Go through the lines below and count those that contain "roads"; the number is all that should be returned.

-----

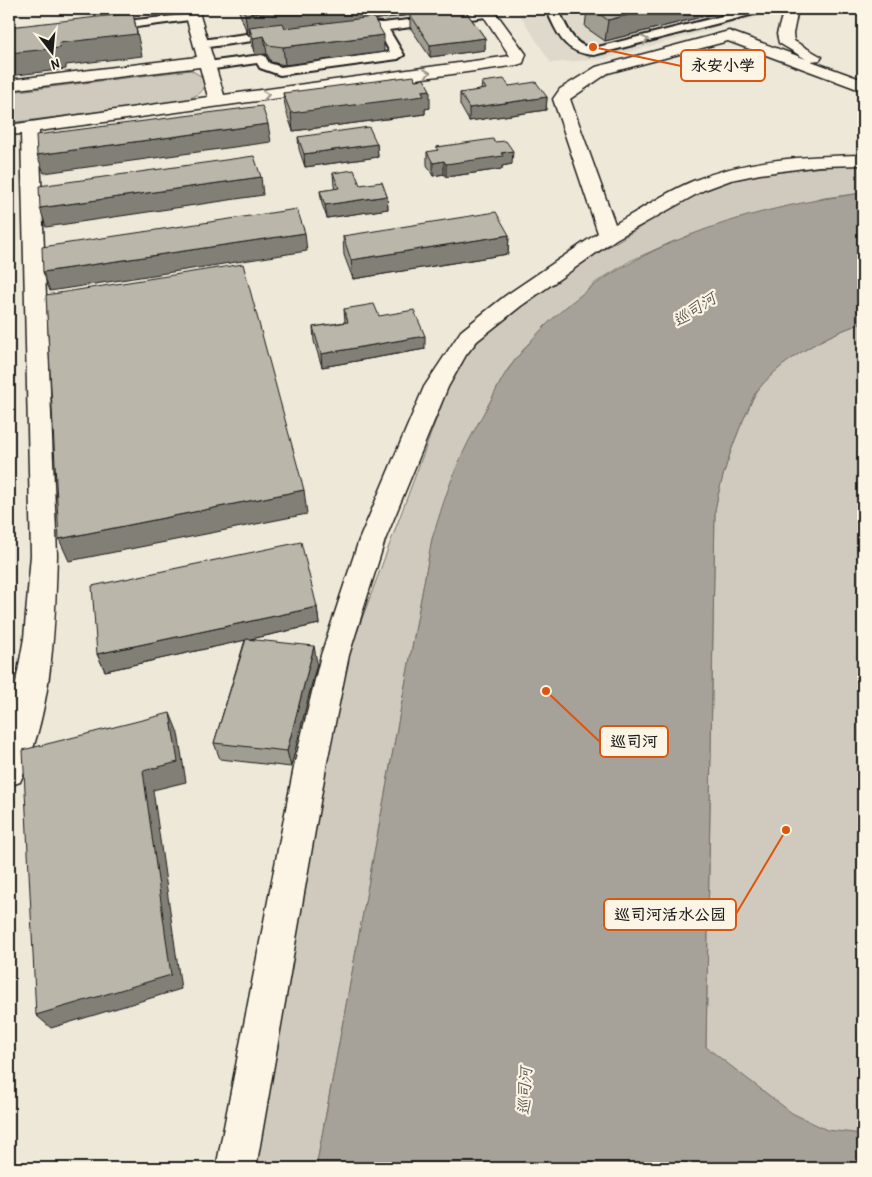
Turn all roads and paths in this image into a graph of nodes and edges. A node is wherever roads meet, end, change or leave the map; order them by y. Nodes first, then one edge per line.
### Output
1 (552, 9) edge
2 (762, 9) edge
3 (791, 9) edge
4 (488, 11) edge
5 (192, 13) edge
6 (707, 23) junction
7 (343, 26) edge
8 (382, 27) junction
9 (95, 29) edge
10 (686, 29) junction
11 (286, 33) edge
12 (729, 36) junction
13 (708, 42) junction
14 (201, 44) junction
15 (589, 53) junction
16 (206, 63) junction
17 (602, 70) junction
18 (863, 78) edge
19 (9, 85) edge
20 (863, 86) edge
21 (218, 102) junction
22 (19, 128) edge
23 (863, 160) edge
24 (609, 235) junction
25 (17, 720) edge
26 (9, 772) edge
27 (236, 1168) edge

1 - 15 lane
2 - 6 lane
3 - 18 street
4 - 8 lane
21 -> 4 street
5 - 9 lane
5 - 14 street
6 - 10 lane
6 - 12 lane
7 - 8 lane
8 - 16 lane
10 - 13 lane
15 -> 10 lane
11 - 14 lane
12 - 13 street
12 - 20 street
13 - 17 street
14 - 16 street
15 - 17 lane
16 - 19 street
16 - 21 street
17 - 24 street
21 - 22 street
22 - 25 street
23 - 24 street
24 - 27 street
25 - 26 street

-----

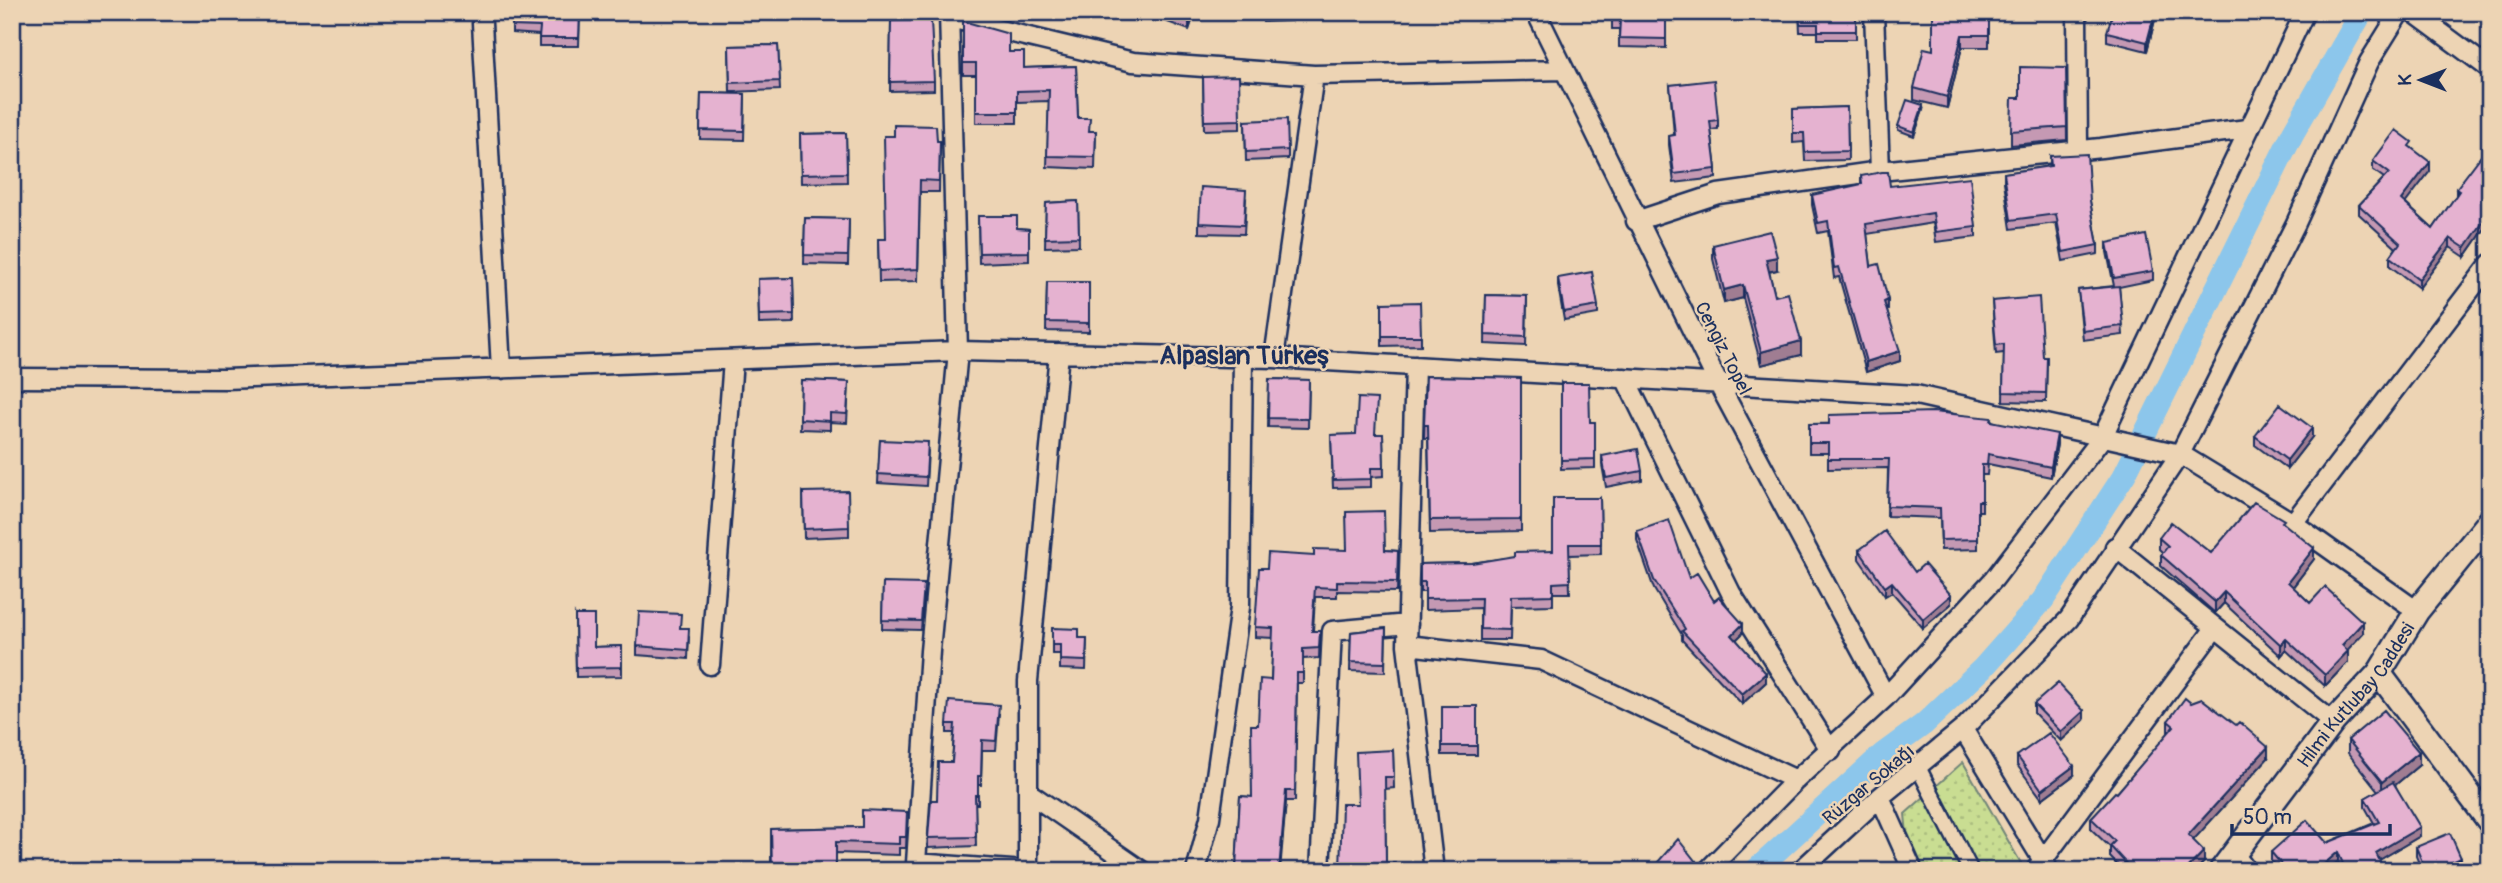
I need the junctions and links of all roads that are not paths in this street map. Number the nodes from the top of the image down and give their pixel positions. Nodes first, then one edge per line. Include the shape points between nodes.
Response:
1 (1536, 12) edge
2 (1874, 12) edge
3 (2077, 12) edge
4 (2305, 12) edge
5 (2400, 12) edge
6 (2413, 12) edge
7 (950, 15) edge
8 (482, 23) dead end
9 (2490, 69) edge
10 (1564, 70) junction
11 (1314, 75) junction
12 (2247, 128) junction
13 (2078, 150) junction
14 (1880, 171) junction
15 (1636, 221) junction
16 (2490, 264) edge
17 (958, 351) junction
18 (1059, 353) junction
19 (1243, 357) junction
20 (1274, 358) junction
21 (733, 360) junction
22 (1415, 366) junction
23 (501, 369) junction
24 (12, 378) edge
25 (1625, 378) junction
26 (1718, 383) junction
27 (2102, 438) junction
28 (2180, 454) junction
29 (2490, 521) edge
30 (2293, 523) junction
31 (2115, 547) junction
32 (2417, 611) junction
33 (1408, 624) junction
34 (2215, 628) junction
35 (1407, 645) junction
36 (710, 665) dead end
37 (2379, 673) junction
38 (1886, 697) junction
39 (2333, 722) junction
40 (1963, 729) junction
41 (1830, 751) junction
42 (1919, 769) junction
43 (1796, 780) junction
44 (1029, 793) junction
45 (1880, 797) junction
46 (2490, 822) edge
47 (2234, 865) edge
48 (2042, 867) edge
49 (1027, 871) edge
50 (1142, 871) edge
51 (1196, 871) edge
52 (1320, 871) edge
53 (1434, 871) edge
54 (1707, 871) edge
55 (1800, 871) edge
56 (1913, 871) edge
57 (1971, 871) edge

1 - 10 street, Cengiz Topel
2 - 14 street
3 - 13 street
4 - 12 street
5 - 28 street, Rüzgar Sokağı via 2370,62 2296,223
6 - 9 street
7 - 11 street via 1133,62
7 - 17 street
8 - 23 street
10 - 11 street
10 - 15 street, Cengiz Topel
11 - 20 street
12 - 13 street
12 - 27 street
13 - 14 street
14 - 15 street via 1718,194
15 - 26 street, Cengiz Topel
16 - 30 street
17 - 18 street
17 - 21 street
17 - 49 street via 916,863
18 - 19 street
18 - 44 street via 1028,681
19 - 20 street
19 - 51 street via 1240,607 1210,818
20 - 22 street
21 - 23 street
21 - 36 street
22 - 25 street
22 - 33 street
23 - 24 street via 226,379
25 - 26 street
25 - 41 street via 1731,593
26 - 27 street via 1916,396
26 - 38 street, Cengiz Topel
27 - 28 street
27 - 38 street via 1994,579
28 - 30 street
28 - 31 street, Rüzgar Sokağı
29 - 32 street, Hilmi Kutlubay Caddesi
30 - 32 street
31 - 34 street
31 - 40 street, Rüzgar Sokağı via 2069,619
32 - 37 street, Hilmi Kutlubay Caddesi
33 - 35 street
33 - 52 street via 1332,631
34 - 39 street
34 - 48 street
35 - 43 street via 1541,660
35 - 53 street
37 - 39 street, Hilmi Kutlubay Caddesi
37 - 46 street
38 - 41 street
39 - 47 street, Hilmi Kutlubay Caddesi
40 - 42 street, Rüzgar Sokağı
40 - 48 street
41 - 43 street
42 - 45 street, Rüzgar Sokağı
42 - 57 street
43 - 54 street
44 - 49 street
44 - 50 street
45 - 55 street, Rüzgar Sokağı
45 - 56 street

-----

Response to this task:
2